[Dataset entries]

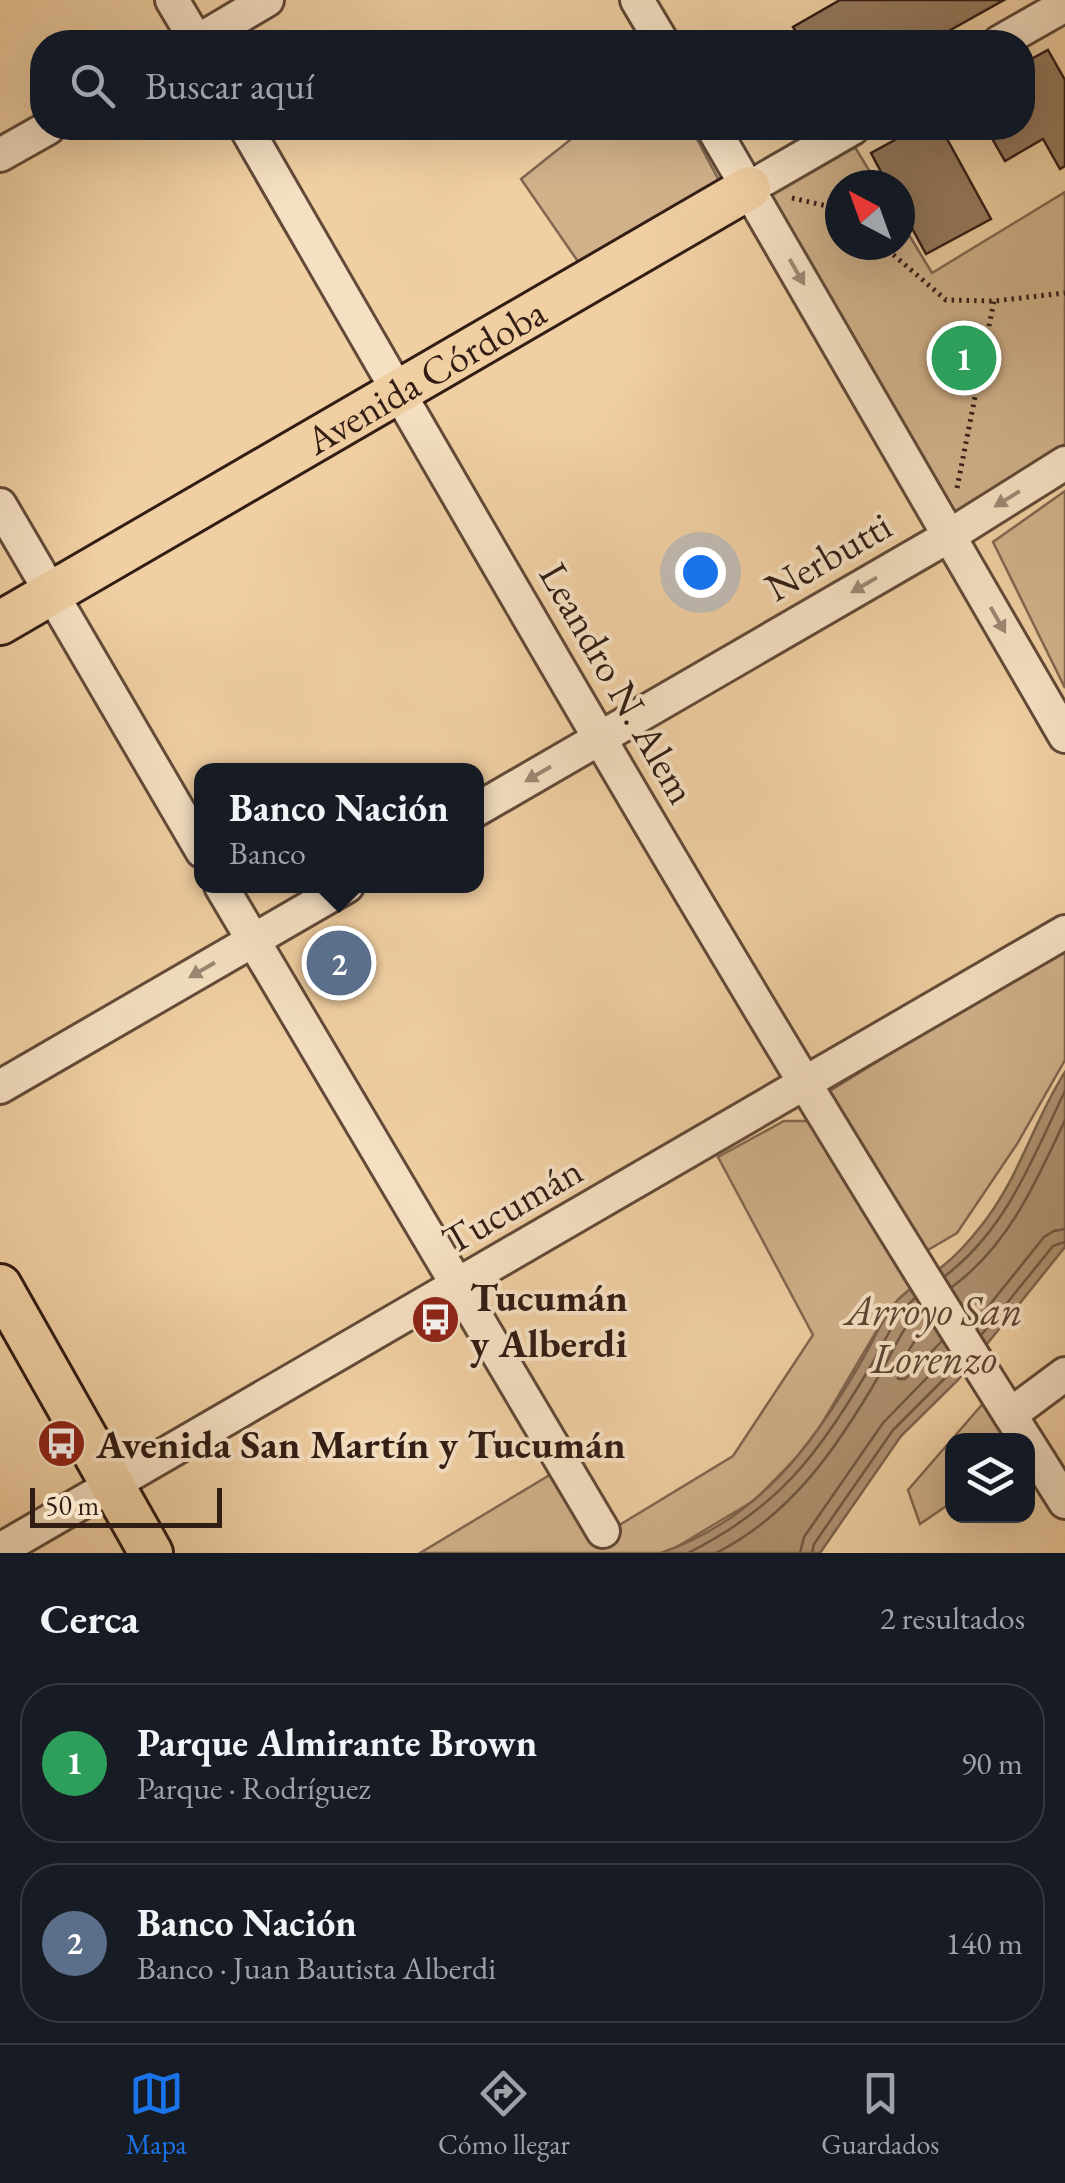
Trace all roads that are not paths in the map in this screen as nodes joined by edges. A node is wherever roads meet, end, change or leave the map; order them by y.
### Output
1 (172, 0) edge
2 (267, 0) edge
3 (637, 0) edge
4 (1065, 5) edge
5 (190, 30) edge
6 (217, 30) edge
7 (655, 30) edge
8 (1021, 30) edge
9 (30, 138) edge
10 (253, 140) edge
11 (719, 140) edge
12 (832, 140) edge
13 (0, 155) edge
14 (748, 188) junction
15 (398, 391) junction
16 (1065, 462) edge
17 (0, 504) edge
18 (949, 536) junction
19 (52, 593) junction
20 (0, 623) edge
21 (1065, 736) edge
22 (600, 738) junction
23 (484, 805) edge
24 (194, 838) edge
25 (225, 893) edge
26 (335, 893) edge
27 (1065, 932) edge
28 (253, 940) junction
29 (807, 1084) junction
30 (0, 1087) edge
31 (0, 1286) edge
32 (456, 1286) junction
33 (1065, 1374) edge
34 (1021, 1433) edge
35 (1035, 1455) edge
36 (111, 1487) junction
37 (1065, 1502) edge
38 (603, 1530) dead end
39 (0, 1550) edge
40 (151, 1553) edge

1 - 5 street
2 - 6 street
3 - 7 street
4 - 8 street
9 - 13 street
10 - 15 street, Leandro N. Alem
11 - 14 street
12 - 14 street, Avenida Córdoba
14 - 15 main road, Avenida Córdoba
14 -> 18 street
15 - 19 main road, Avenida Córdoba
15 - 22 street, Leandro N. Alem
16 -> 18 street, Nerbutti
17 - 19 street
18 -> 21 street
18 -> 22 street, Nerbutti
19 - 20 main road, Avenida Córdoba
19 - 24 street
22 -> 23 street, Nerbutti
22 - 29 street, Leandro N. Alem
25 - 28 street
26 - 28 street
27 - 29 street, Tucumán
28 -> 30 street
28 - 32 street
29 - 32 street, Tucumán
29 - 34 street, Leandro N. Alem
31 - 36 main road
32 - 36 street, Tucumán
32 - 38 street
33 - 34 street
35 - 37 street, Leandro N. Alem
36 - 39 street, Tucumán
36 - 40 main road

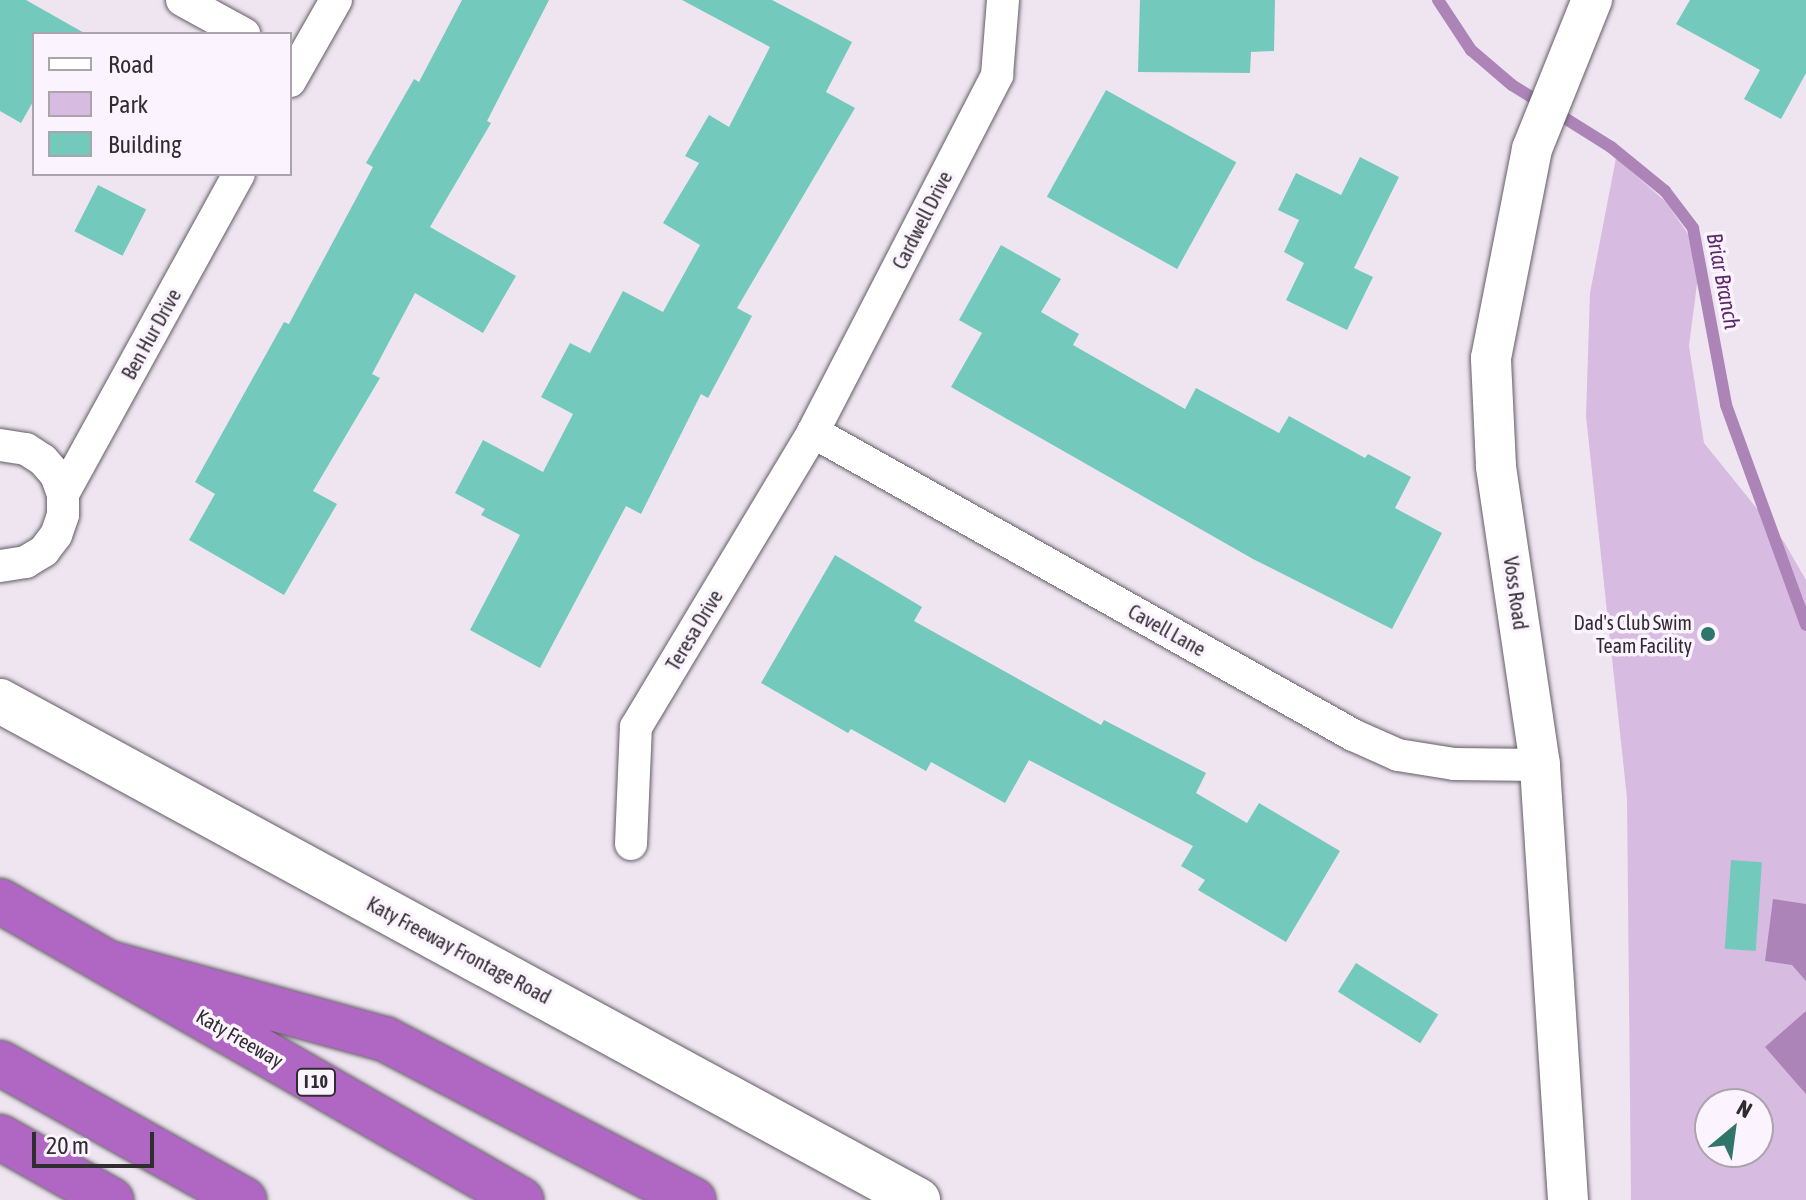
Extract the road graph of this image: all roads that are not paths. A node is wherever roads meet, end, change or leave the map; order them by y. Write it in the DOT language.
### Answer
graph roads {
  1 [pos="182,0"];
  2 [pos="336,0"];
  3 [pos="1003,0"];
  4 [pos="1592,0"];
  5 [pos="240,32"];
  6 [pos="293,68"];
  7 [pos="238,176"];
  8 [pos="813,432"];
  9 [pos="0,445"];
  10 [pos="63,494"];
  11 [pos="0,566"];
  12 [pos="0,701"];
  13 [pos="1540,765"];
  14 [pos="631,844"];
  15 [pos="0,901"];
  16 [pos="112,964"];
  17 [pos="0,1063"];
  18 [pos="0,1137"];
  19 [pos="111,1200"];
  20 [pos="244,1200"];
  21 [pos="521,1200"];
  22 [pos="693,1200"];
  23 [pos="918,1200"];
  24 [pos="1568,1200"];
  1 -- 5 [label="street"];
  2 -- 6 [label="street"];
  3 -- 8 [label="street, Cardwell Drive"];
  4 -- 13 [label="street, Voss Road"];
  7 -- 10 [label="street, Ben Hur Drive"];
  8 -- 13 [label="street, Cavell Lane"];
  8 -- 14 [label="street, Teresa Drive"];
  9 -- 10 [label="street"];
  10 -- 11 [label="street, Ben Hur Drive"];
  12 -- 23 [label="main road, Katy Freeway Frontage Road"];
  13 -- 24 [label="street, Voss Road"];
  15 -- 16 [label="highway, Katy Freeway / I 10"];
  16 -- 21 [label="highway, Katy Freeway / I 10"];
  16 -- 22 [label="highway"];
  17 -- 20 [label="highway"];
  18 -- 19 [label="highway"];
}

Goal of the exercise | Check each line of the records for the word "them" and extract those that contain it.

Output for this task |
Trace all roads that are not paths in the map in this screen as nodes joined by edges. A node is wherever roads meet, end, change or leave the map; order them by y.
Extract the road graph of this image: all roads that are not paths. A node is wherever roads meet, end, change or leave the map; order them by y. Write it in the DOT language.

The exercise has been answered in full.